### Source records
_ _ _ _ _ _ _

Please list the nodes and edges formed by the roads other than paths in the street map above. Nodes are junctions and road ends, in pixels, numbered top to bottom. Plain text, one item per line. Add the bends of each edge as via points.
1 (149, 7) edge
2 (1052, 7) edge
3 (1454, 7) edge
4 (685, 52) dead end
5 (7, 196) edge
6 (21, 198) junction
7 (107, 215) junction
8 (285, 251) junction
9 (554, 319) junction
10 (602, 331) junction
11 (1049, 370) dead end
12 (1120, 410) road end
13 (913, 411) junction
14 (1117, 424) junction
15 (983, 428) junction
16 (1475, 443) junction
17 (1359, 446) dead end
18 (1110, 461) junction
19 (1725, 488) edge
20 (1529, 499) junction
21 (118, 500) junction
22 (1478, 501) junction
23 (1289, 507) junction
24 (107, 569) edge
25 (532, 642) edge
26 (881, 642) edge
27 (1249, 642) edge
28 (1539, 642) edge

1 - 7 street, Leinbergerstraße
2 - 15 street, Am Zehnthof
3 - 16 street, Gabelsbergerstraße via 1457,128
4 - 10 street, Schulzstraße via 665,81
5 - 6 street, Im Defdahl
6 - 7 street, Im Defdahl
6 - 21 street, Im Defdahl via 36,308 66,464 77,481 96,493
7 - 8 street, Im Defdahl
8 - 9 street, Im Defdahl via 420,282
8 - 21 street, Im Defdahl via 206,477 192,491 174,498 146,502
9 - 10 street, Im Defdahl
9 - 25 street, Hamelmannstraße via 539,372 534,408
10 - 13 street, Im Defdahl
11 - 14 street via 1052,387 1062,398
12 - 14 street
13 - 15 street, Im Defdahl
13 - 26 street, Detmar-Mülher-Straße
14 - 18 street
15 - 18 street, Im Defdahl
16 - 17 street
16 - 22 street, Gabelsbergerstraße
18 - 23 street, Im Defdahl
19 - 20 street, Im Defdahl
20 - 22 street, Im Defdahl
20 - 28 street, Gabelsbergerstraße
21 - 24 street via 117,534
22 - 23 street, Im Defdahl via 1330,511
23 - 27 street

_ _ _ _ _ _ _

### EXERCISE GOAL
Output every line above without altering anything.

### SOLVED EXERCISE
Please list the nodes and edges formed by the roads other than paths in the street map above. Nodes are junctions and road ends, in pixels, numbered top to bottom. Plain text, one item per line. Add the bends of each edge as via points.
1 (149, 7) edge
2 (1052, 7) edge
3 (1454, 7) edge
4 (685, 52) dead end
5 (7, 196) edge
6 (21, 198) junction
7 (107, 215) junction
8 (285, 251) junction
9 (554, 319) junction
10 (602, 331) junction
11 (1049, 370) dead end
12 (1120, 410) road end
13 (913, 411) junction
14 (1117, 424) junction
15 (983, 428) junction
16 (1475, 443) junction
17 (1359, 446) dead end
18 (1110, 461) junction
19 (1725, 488) edge
20 (1529, 499) junction
21 (118, 500) junction
22 (1478, 501) junction
23 (1289, 507) junction
24 (107, 569) edge
25 (532, 642) edge
26 (881, 642) edge
27 (1249, 642) edge
28 (1539, 642) edge

1 - 7 street, Leinbergerstraße
2 - 15 street, Am Zehnthof
3 - 16 street, Gabelsbergerstraße via 1457,128
4 - 10 street, Schulzstraße via 665,81
5 - 6 street, Im Defdahl
6 - 7 street, Im Defdahl
6 - 21 street, Im Defdahl via 36,308 66,464 77,481 96,493
7 - 8 street, Im Defdahl
8 - 9 street, Im Defdahl via 420,282
8 - 21 street, Im Defdahl via 206,477 192,491 174,498 146,502
9 - 10 street, Im Defdahl
9 - 25 street, Hamelmannstraße via 539,372 534,408
10 - 13 street, Im Defdahl
11 - 14 street via 1052,387 1062,398
12 - 14 street
13 - 15 street, Im Defdahl
13 - 26 street, Detmar-Mülher-Straße
14 - 18 street
15 - 18 street, Im Defdahl
16 - 17 street
16 - 22 street, Gabelsbergerstraße
18 - 23 street, Im Defdahl
19 - 20 street, Im Defdahl
20 - 22 street, Im Defdahl
20 - 28 street, Gabelsbergerstraße
21 - 24 street via 117,534
22 - 23 street, Im Defdahl via 1330,511
23 - 27 street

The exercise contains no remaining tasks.